National interest not capital market top priority
By IRFAN MALIK July 21, 2008 A source on the condition of anonymity said that most of the members of the KSE and the financial managers rue over their decision to invite the governor because none of their demands received any sympathetic consideration from the SBP boss.
It is being speculated that SBP may increase discount rates further by 100-150 bps at least in the short term to adjust the exchange rates with depreciating rupee against dollars. And deteriorating economic environment due to twin deficits, both trade & fiscal, coupled with adverse developments occurred at external front over a last two months, SBP would need to continue tight monetary policy further to stabilize national currency as well as curb inflationary pressures in the current fiscal.
A press note issued by SBP here on Monday said that Dr Shamshad Akhtar said that despite multiple shocks, the country’s economy managed to record economic growth of 5.8%, which is above the average growth trend of 5% observed between FY91 and FY08.
Dr Akhtar said the stock market of the country showed a remarkable performance since 2000 in terms of market capitalization and growth of indices.
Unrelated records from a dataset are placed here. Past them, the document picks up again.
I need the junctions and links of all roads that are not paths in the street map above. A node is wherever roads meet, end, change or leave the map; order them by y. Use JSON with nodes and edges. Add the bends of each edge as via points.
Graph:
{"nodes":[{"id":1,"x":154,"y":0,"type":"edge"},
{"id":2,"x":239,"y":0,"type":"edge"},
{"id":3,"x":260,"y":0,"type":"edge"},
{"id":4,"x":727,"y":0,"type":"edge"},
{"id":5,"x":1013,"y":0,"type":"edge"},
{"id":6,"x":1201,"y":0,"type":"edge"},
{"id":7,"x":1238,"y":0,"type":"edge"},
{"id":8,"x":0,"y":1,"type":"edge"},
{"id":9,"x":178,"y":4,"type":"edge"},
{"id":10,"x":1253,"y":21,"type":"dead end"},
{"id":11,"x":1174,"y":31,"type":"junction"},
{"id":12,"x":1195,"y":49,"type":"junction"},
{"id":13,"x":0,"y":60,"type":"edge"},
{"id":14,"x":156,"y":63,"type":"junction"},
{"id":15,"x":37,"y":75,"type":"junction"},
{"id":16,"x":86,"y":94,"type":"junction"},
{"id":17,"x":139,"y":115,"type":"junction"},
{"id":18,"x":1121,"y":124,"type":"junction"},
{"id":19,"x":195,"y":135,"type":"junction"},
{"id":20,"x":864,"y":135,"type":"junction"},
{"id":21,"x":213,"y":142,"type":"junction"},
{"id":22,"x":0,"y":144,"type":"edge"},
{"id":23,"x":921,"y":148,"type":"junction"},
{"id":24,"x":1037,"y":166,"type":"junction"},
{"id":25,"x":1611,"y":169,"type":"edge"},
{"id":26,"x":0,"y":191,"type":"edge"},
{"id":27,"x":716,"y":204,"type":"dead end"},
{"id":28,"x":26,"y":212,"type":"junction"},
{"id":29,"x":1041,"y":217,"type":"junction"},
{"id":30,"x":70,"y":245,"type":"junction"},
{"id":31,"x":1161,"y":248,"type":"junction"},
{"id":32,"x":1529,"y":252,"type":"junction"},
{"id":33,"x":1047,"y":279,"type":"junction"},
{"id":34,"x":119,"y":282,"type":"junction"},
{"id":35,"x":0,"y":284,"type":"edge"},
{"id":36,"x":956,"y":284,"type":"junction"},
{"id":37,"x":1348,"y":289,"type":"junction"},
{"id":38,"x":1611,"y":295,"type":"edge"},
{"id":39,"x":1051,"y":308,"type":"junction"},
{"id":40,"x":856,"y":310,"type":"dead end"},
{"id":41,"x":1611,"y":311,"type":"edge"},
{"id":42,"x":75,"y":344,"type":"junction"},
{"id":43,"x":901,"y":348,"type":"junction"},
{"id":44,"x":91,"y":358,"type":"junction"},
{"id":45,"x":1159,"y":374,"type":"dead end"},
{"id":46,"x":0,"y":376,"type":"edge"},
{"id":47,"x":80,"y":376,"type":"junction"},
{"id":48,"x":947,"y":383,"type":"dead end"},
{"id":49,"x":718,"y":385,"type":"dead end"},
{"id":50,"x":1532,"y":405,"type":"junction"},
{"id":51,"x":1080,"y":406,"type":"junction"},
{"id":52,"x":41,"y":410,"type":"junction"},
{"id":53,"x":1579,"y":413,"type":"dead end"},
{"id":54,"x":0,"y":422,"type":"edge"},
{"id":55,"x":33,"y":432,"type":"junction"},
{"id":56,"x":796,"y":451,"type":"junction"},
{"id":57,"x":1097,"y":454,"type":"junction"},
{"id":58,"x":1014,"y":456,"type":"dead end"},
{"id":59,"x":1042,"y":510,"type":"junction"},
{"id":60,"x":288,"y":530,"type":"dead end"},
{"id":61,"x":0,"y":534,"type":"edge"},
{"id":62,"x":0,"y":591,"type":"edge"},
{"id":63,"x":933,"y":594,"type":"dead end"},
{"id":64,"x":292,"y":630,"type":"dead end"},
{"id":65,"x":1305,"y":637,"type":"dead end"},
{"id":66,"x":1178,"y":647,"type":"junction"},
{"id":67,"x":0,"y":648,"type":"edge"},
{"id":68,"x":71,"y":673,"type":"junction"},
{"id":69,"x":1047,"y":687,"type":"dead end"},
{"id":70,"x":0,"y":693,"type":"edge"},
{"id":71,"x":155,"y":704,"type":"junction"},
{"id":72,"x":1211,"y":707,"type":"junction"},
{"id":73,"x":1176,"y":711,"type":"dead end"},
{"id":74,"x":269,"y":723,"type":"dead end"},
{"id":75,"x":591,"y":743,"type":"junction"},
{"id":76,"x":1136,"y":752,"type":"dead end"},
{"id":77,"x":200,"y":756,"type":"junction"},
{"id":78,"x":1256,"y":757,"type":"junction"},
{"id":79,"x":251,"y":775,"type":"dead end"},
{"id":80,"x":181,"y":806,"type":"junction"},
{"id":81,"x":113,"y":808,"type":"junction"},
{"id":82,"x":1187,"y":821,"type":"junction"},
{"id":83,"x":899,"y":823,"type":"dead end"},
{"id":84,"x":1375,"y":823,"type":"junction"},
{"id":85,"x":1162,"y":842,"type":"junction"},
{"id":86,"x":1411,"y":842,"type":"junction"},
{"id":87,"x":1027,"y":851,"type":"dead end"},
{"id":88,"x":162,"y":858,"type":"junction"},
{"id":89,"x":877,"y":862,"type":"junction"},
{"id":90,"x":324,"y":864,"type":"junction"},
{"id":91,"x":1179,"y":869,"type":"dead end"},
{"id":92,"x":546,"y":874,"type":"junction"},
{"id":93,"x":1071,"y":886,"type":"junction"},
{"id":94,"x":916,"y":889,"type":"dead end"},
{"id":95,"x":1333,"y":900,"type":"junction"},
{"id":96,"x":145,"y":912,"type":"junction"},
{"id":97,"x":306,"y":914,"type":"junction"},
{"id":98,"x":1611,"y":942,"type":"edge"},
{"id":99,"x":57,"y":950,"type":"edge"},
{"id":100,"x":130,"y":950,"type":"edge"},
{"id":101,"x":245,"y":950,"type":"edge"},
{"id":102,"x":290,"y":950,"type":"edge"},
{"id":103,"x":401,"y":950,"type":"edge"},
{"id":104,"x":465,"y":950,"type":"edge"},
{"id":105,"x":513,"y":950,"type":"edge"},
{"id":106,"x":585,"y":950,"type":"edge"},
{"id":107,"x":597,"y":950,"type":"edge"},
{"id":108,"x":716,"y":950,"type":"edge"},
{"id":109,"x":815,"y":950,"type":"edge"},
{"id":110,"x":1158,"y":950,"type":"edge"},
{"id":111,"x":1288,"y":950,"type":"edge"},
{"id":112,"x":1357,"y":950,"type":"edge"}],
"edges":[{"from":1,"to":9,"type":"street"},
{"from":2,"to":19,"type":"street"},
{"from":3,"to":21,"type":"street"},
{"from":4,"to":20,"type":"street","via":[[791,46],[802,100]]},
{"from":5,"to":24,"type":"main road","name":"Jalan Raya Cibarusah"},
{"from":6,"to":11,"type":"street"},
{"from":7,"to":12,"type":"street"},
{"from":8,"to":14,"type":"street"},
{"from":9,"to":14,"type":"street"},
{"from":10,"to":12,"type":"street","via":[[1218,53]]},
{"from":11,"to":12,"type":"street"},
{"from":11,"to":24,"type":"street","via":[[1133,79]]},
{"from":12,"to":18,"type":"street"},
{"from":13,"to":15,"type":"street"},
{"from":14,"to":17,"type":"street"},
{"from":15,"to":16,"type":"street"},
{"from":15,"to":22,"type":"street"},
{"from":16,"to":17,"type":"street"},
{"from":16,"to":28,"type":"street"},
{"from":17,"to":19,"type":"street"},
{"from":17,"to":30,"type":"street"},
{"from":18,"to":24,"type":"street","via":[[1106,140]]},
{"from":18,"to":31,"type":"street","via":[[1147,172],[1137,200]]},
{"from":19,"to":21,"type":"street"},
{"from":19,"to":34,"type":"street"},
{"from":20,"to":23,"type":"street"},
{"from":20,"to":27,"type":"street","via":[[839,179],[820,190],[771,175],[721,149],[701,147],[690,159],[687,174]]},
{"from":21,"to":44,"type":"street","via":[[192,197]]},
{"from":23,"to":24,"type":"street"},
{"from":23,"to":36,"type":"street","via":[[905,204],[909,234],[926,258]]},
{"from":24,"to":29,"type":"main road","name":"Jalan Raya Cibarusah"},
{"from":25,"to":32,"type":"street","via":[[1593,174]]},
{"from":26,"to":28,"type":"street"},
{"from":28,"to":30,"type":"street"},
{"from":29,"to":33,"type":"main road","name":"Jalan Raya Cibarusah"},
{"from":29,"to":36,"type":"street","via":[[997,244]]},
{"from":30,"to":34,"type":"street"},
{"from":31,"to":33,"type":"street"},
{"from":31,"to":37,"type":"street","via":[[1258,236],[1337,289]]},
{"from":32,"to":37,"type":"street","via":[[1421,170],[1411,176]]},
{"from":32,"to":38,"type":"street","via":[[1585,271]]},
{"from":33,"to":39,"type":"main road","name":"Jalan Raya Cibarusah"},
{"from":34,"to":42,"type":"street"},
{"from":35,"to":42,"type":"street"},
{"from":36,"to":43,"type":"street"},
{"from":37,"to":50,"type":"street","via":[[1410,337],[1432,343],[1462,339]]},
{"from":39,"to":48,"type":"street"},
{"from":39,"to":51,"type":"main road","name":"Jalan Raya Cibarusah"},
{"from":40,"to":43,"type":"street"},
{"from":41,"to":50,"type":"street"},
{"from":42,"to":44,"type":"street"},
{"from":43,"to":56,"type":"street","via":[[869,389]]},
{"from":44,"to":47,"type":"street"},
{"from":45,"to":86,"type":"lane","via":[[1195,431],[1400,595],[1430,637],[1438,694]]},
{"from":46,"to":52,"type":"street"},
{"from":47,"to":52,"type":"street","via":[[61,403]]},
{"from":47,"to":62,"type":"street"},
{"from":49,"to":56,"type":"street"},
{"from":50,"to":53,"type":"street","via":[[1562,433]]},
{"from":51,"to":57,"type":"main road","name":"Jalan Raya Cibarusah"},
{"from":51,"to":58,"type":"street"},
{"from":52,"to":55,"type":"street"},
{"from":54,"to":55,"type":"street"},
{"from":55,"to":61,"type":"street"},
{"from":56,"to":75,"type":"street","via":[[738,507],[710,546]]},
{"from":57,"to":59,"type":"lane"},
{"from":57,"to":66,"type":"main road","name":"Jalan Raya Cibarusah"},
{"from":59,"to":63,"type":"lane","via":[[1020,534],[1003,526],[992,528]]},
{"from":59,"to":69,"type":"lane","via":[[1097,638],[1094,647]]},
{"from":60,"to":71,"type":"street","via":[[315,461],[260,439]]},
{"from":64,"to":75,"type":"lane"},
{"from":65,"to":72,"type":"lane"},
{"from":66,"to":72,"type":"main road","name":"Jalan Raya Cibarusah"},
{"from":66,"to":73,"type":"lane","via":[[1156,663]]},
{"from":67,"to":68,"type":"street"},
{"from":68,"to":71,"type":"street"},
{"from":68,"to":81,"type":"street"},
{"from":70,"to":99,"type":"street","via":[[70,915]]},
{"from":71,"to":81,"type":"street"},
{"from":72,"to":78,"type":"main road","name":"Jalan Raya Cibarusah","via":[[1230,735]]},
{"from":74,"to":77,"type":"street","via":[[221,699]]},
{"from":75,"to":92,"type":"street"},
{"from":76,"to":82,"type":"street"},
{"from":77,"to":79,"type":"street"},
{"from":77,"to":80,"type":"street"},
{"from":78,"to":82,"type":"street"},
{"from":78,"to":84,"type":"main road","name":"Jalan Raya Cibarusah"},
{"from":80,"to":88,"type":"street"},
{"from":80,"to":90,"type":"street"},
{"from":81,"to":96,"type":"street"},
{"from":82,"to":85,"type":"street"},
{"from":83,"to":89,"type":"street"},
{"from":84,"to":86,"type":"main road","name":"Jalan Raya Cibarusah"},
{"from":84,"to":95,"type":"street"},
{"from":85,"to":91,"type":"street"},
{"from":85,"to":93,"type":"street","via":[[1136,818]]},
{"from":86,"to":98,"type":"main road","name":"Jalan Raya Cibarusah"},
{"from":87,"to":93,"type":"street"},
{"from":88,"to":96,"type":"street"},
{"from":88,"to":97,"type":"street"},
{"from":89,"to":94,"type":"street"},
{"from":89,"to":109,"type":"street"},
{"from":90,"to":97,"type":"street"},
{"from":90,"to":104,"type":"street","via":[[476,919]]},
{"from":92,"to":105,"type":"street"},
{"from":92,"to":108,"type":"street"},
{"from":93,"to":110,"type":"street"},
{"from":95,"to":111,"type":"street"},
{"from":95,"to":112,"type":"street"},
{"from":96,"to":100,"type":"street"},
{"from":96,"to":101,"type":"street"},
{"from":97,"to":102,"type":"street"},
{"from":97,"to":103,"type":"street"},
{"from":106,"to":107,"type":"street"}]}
The KSE registered more than 1000 percent increase in market capitalization and over 900 percent increase in the index since FY00. The index, which stood at 1,520 points, with total market capitalization of Rs. 394 billion ($6.5 billion) in FY00, grew by leaps and bounds in the last few years and reached the level of 15,676.34 points by April 18, FY08, with total market capitalization of Rs. 4,790.98 billion ($75 billion). “This growth surpasses the market performance of major economies in the region, as a result of which KSE-100 index was included in the MSCI Emerging Markets Index from June 2006,” she added.